Il binomio fondamentale è cultura/rete. E, dunque, le risorse economiche. La promozione culturale capillare consente il riconoscimento della violenza già dai primi segnali; ineludibile e inderogabile, come appare anche dalle storie delle donne raccontate, è la formazione congiunta del personale dei servizi pubblici: scuole, servizi sociali, sanitari, Forze dell’Ordine.
La realizzazione di forme di collaborazione tra questi diversi soggetti è l’unica modalità che può rendere immediata e concreta la “presa in carico” della donna da parte dell’intero sistema, qualunque sia stato il primo interlocutore.
I dati ufficiali sottolineano l’inefficacia e l’inadeguatezza della risposta istituzionale alla richiesta d’aiuto delle donne vittime di violenza: ben il 52 per cento delle vittime aveva segnalato/denunciato alle istituzioni (servizi sociali, scuola, ospedali, forze dell’ordine) le violenze subite.
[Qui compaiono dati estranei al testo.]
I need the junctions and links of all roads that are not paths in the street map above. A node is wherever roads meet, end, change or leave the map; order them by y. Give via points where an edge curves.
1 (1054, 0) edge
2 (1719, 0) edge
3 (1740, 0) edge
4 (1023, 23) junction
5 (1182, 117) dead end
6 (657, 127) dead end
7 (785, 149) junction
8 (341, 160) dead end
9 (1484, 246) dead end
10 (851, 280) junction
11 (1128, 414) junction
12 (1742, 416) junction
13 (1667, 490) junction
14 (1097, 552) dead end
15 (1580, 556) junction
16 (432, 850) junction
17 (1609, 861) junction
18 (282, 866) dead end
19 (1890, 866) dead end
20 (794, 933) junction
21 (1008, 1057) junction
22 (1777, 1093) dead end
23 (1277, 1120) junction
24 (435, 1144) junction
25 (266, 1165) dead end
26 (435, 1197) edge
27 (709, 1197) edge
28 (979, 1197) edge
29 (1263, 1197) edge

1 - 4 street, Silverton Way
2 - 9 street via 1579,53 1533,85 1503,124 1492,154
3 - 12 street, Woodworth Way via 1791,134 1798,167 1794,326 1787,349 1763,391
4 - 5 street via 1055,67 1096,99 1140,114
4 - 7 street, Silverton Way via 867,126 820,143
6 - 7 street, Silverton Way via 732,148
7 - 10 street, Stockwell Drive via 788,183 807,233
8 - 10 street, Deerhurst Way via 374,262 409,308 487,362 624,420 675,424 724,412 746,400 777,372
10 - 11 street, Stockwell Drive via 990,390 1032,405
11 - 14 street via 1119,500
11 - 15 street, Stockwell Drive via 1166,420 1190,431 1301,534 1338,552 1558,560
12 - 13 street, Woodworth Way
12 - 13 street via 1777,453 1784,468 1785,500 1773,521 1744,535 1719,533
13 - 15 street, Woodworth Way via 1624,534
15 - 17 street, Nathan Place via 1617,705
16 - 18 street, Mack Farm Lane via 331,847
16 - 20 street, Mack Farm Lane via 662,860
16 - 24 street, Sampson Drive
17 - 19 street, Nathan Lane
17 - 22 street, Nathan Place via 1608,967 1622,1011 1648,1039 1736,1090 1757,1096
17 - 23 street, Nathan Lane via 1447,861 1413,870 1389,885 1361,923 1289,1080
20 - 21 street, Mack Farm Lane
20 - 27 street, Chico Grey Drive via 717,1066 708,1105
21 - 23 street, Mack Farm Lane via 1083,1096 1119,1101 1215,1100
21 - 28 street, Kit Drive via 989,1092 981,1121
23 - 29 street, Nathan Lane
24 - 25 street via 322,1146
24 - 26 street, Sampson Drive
Evidentemente, o non c’era stato il riconoscimento del problema oppure era mancata una presa in carico seria attraverso l’attivazione di un circuito virtuoso che consentisse alla donna e agli eventuali figli di mettersi in salvo.
Senza una cultura diffusa, una formazione adeguata e una rete efficace, le risorse, da sole, non sono in grado, comunque, di fornire un’efficace risposta al problema: l’assenza di una visione di genere non fa prevedere in bilancio fondi pubblici e quando vengono stanziati sono erogati con ritardi insostenibili provocando sospensione e chiusura dei servizi. Se ciò accade è soltanto perché questi servizi e queste azioni non sono tra le priorità politiche e istituzionali. La mancanza di una lettura competente del problema non fa attivare forze politiche e istituzioni e lascia questa tematica a una qualificata cerchia di organizzazioni e alle reti informali che possono solo fare del proprio meglio, stimolando attenzione, conoscenza, sensibilità e opportunità.
Parallelamente all’azione istituzionale, c’è uno spazio quotidiano in cui ognuno di noi può e deve interrompere questa catena criminale: non volgiamo lo sguardo altrove, scegliamo di vedere, condannare, denunciare ogni atteggiamento, linguaggio e comportamento ingiurioso, offensivo, violento, prevaricatore e discriminatorio. Fino a quando non sarà chiaro a tutti che ogni piccolo gesto o parola che lede, anche per una frazione di secondo, la dignità di una donna, per quanto appaia limitato a un contesto, a una battuta, a una persona, a una circostanza, tesse, in realtà, una tela di violenza collettiva che tutti avvolge, il meccanismo si nutrirà inesorabile e saremo noi lì a offrirgli alimento.
Scegliamo, invece, di guardare negli occhi Stefania, Francesca, Davide, Giovanna, Irene, Eva, Francesco, Serena, Miriam, Maria, i loro bambini, tutte le altre: siamo noi, donne e uomini, di oggi e di domani. Come vogliamo immaginarci?
I dati riportati sono Istat 2015 e rapporto “Rosa Shocking 2. Violenza e stereotipi di genere: generazioni a confronto e prevenzione”, We World Onlus, 2015.